- _WHAT THIS TASK INVOLVES_: Identify all lines in the data containing the string "Մուշեղ". Copy them out.
(DATA)
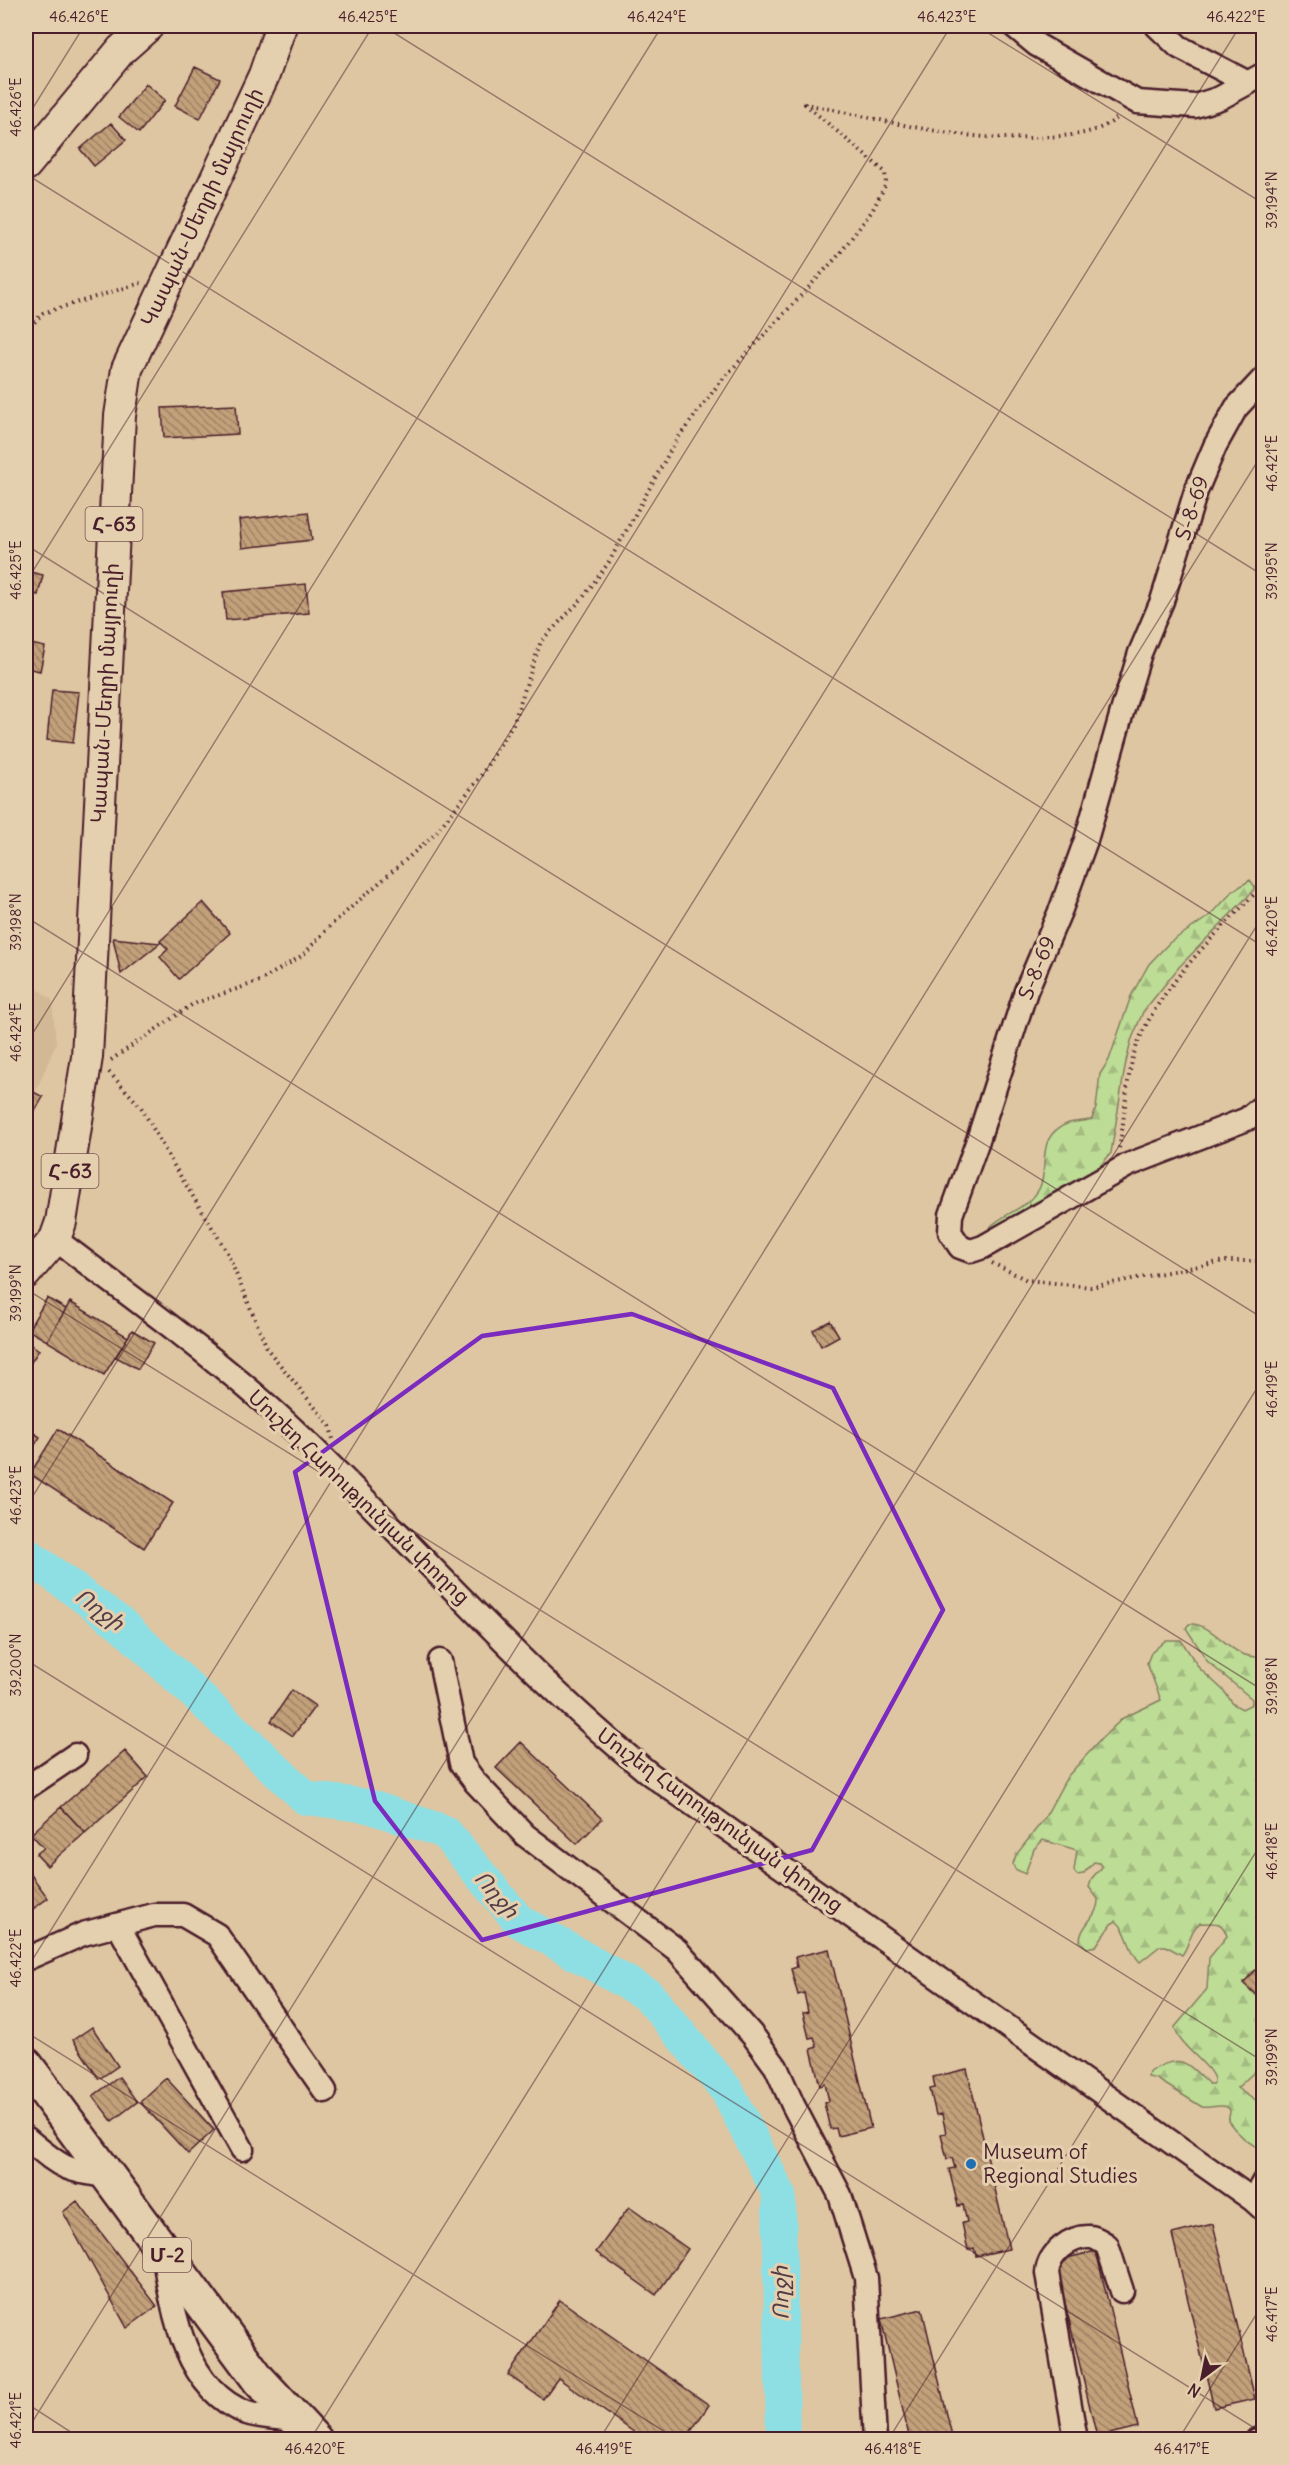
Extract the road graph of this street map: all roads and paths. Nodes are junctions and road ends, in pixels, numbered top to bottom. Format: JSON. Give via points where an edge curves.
{"nodes":[{"id":1,"x":148,"y":26,"type":"edge"},
{"id":2,"x":281,"y":26,"type":"edge"},
{"id":3,"x":1014,"y":26,"type":"edge"},
{"id":4,"x":1157,"y":26,"type":"edge"},
{"id":5,"x":1256,"y":78,"type":"edge"},
{"id":6,"x":1137,"y":102,"type":"junction"},
{"id":7,"x":26,"y":165,"type":"edge"},
{"id":8,"x":170,"y":274,"type":"junction"},
{"id":9,"x":26,"y":331,"type":"edge"},
{"id":10,"x":1263,"y":378,"type":"edge"},
{"id":11,"x":1263,"y":884,"type":"edge"},
{"id":12,"x":1263,"y":1105,"type":"edge"},
{"id":13,"x":1114,"y":1173,"type":"junction"},
{"id":14,"x":55,"y":1239,"type":"junction"},
{"id":15,"x":983,"y":1247,"type":"junction"},
{"id":16,"x":1263,"y":1261,"type":"edge"},
{"id":17,"x":26,"y":1273,"type":"edge"},
{"id":18,"x":340,"y":1473,"type":"junction"},
{"id":19,"x":440,"y":1661,"type":"dead end"},
{"id":20,"x":75,"y":1755,"type":"dead end"},
{"id":21,"x":26,"y":1788,"type":"edge"},
{"id":22,"x":118,"y":1924,"type":"junction"},
{"id":23,"x":26,"y":1959,"type":"edge"},
{"id":24,"x":26,"y":2065,"type":"edge"},
{"id":25,"x":325,"y":2091,"type":"dead end"},
{"id":26,"x":26,"y":2138,"type":"edge"},
{"id":27,"x":242,"y":2149,"type":"dead end"},
{"id":28,"x":108,"y":2176,"type":"junction"},
{"id":29,"x":1260,"y":2197,"type":"edge"},
{"id":30,"x":163,"y":2250,"type":"junction"},
{"id":31,"x":1122,"y":2291,"type":"dead end"},
{"id":32,"x":306,"y":2430,"type":"edge"},
{"id":33,"x":1263,"y":2438,"type":"edge"},
{"id":34,"x":875,"y":2439,"type":"edge"},
{"id":35,"x":1076,"y":2439,"type":"edge"},
{"id":36,"x":1257,"y":2439,"type":"edge"}],
"edges":[{"from":1,"to":7,"type":"main road","via":[[121,50]]},
{"from":2,"to":8,"type":"main road","name":"Կապան-Մեղրի մայրուղի","number":"Հ-63","via":[[264,75]]},
{"from":3,"to":6,"type":"street","via":[[1037,45]]},
{"from":4,"to":5,"type":"street","via":[[1179,47]]},
{"from":5,"to":6,"type":"street","via":[[1220,98],[1195,106]]},
{"from":6,"to":18,"type":"path","via":[[1091,134],[1011,140],[953,135],[805,105],[885,172],[886,184],[872,211],[837,257],[720,382],[675,442],[609,562],[582,599],[541,641],[513,724],[480,777],[434,835],[331,925],[303,955],[260,981],[193,1004],[103,1065],[141,1107],[226,1250],[268,1350],[330,1426]]},
{"from":8,"to":9,"type":"path","via":[[43,313]]},
{"from":8,"to":14,"type":"main road","name":"Կապան-Մեղրի մայրուղի","number":"Հ-63","via":[[127,369],[120,416],[87,1057]]},
{"from":10,"to":15,"type":"street","name":"Տ-8-69","number":"Տ-8-69","via":[[1236,408],[1196,491],[1162,601],[1140,653],[1086,840],[1026,991],[951,1215],[950,1232],[960,1247],[971,1251]]},
{"from":11,"to":13,"type":"path","via":[[1184,972],[1147,1024],[1131,1067]]},
{"from":12,"to":13,"type":"street","via":[[1247,1119]]},
{"from":13,"to":15,"type":"street"},
{"from":14,"to":17,"type":"main road","name":"Կապան-Մեղրի մայրուղի","number":"Հ-63"},
{"from":14,"to":18,"type":"street","name":"Մուշեղ Հարությունյան փողոց","via":[[214,1362]]},
{"from":15,"to":16,"type":"path","via":[[991,1263],[1027,1280],[1091,1287],[1224,1261]]},
{"from":18,"to":29,"type":"street","name":"Մուշեղ Հարությունյան փողոց","via":[[552,1688],[650,1774],[954,1992]]},
{"from":19,"to":34,"type":"street","via":[[461,1764],[475,1782],[525,1835],[677,1950],[776,2067],[840,2195],[866,2278]]},
{"from":20,"to":21,"type":"street"},
{"from":22,"to":23,"type":"street","via":[[83,1934]]},
{"from":22,"to":25,"type":"street","via":[[153,1915],[183,1915],[217,1935]]},
{"from":22,"to":27,"type":"street"},
{"from":24,"to":28,"type":"highway","number":"Մ-2"},
{"from":26,"to":28,"type":"street","via":[[60,2166]]},
{"from":28,"to":30,"type":"highway","number":"Մ-2"},
{"from":30,"to":32,"type":"highway","number":"Մ-2","via":[[259,2380]]},
{"from":30,"to":32,"type":"street","via":[[173,2314],[203,2379],[218,2396],[249,2414]]},
{"from":31,"to":35,"type":"street","via":[[1107,2245],[1093,2237],[1077,2238],[1048,2261]]},
{"from":33,"to":36,"type":"street"}]}
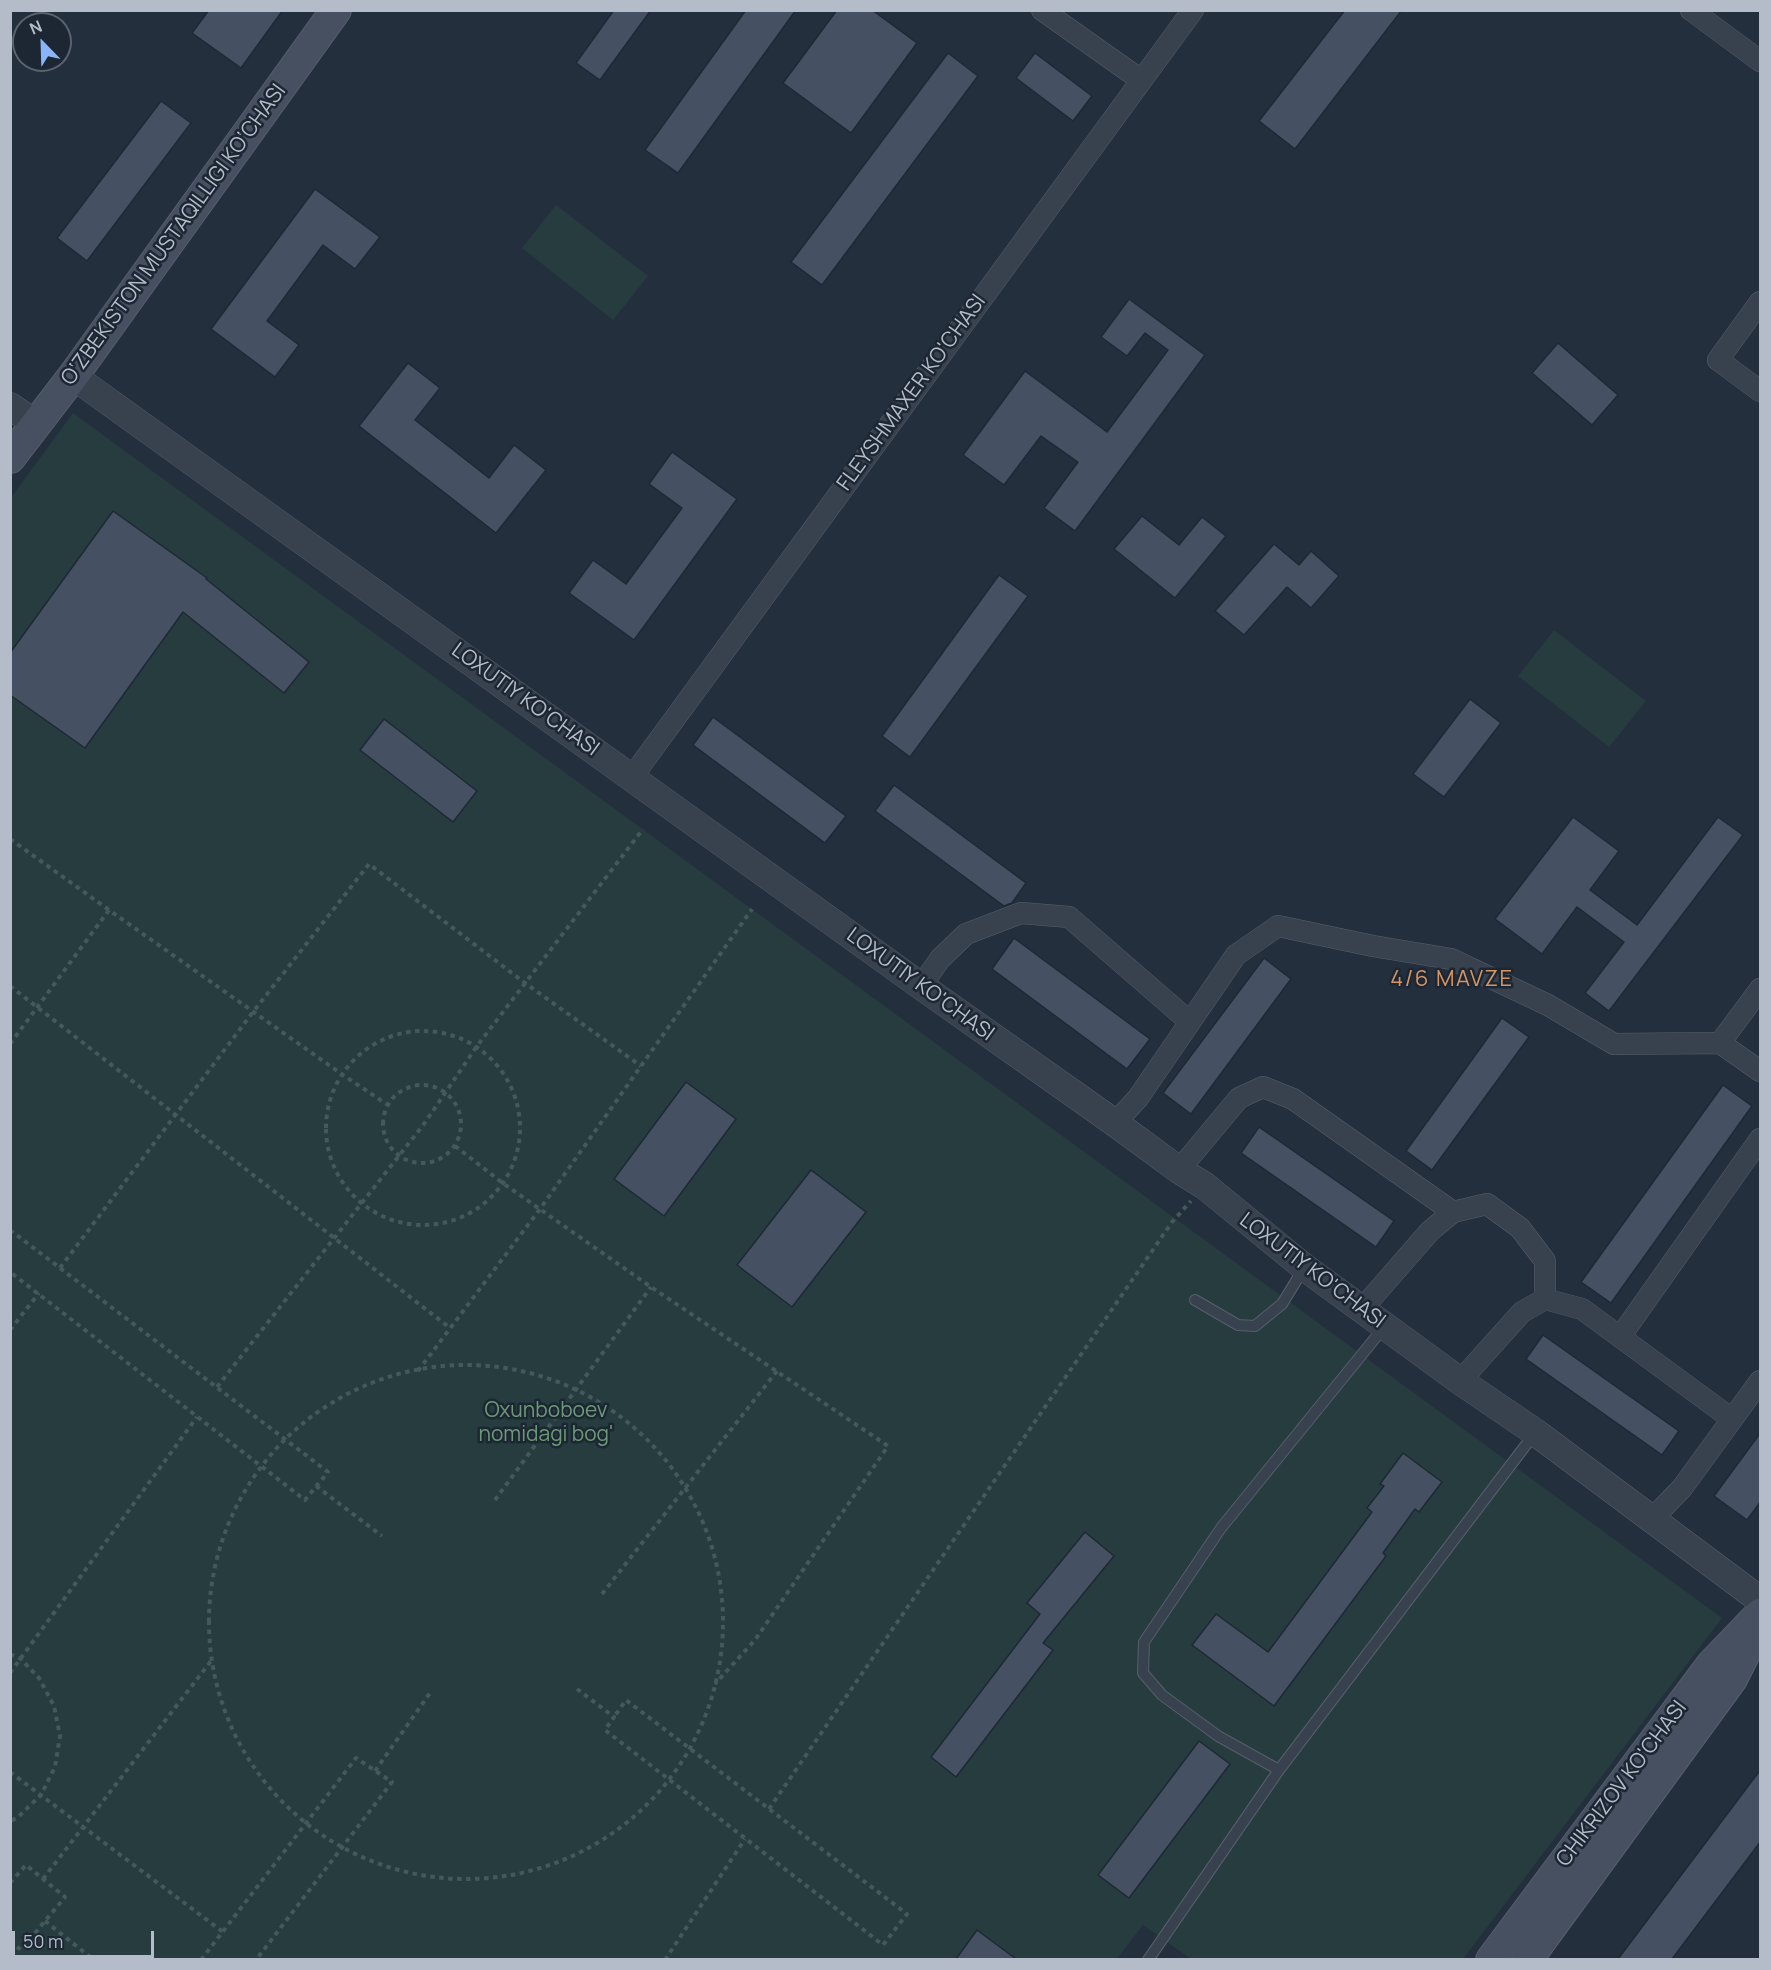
(End DATA)
- _RESULT OF THIS TASK_:
{"from":14,"to":18,"type":"street","name":"Մուշեղ Հարությունյան փողոց","via":[[214,1362]]},
{"from":18,"to":29,"type":"street","name":"Մուշեղ Հարությունյան փողոց","via":[[552,1688],[650,1774],[954,1992]]},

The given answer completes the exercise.